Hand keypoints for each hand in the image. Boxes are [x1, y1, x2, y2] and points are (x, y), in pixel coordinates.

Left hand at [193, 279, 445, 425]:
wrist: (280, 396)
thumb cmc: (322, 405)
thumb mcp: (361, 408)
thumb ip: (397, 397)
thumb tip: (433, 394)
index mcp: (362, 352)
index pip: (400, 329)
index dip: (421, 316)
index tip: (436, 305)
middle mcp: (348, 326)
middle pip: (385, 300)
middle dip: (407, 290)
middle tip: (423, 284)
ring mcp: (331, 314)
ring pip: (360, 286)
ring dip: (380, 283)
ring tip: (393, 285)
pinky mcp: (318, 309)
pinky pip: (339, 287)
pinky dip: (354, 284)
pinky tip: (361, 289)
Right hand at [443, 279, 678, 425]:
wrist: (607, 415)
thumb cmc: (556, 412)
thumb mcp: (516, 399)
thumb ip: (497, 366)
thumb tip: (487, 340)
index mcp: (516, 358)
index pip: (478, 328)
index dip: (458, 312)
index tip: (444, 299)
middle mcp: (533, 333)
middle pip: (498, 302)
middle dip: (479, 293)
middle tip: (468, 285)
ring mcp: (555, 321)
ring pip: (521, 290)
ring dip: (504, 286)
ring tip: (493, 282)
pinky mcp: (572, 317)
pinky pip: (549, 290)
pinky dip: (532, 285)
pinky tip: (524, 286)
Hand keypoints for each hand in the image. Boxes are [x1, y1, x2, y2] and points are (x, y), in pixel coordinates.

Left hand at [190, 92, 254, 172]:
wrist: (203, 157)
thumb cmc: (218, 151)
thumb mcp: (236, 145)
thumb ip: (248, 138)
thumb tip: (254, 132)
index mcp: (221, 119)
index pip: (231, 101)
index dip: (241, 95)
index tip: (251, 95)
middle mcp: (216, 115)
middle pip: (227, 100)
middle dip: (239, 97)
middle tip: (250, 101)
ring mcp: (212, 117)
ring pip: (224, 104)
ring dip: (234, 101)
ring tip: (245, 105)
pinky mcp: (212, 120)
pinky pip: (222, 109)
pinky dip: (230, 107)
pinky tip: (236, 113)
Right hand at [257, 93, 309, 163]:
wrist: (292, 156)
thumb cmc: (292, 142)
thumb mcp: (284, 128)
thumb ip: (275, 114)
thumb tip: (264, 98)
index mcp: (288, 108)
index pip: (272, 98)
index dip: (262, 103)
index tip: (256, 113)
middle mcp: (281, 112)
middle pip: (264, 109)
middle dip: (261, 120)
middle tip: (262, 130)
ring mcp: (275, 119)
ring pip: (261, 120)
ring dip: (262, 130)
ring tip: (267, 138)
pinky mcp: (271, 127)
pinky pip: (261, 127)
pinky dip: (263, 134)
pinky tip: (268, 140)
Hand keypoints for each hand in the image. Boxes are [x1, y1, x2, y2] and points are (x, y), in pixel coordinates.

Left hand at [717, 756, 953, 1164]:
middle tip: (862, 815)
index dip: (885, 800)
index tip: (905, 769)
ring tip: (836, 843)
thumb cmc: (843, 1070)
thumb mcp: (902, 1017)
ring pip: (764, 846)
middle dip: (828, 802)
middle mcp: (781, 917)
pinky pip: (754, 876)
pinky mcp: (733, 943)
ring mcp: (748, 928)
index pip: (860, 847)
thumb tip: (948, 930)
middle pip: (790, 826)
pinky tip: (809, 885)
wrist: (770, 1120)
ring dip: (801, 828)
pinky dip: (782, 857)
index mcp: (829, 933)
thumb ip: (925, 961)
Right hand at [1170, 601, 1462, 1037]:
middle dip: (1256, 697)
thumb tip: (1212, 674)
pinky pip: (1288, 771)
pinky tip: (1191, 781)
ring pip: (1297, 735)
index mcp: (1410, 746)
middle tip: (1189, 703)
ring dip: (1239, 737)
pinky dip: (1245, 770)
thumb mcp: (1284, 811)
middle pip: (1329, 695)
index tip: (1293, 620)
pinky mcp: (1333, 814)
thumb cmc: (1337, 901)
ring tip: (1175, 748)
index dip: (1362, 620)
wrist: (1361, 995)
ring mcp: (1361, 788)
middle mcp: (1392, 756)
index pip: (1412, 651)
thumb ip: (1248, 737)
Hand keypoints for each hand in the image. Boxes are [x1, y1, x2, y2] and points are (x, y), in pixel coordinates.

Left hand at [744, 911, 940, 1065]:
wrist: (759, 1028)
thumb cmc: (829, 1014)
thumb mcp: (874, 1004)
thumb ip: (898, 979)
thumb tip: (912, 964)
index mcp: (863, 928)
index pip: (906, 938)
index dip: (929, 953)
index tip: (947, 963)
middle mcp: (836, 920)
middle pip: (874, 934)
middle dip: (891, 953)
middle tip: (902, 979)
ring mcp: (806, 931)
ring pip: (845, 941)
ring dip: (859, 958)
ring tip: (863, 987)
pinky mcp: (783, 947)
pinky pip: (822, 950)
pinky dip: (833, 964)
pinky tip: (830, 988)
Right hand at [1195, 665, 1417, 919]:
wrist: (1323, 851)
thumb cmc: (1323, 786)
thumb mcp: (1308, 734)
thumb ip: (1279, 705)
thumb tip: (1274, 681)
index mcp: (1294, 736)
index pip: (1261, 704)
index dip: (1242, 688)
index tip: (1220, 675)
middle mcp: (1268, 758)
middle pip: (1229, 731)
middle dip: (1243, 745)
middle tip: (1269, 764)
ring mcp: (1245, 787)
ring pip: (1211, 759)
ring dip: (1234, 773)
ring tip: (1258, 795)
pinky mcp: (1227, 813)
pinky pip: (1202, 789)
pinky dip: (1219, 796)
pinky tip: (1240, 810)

********************

## Exercise instructions
Every line containing the word "wrist" should be copied from the material.

## Solution to this problem
wrist: (280, 396)
wrist: (607, 415)
wrist: (203, 157)
wrist: (292, 156)
wrist: (770, 1120)
wrist: (1361, 995)
wrist: (759, 1028)
wrist: (1323, 851)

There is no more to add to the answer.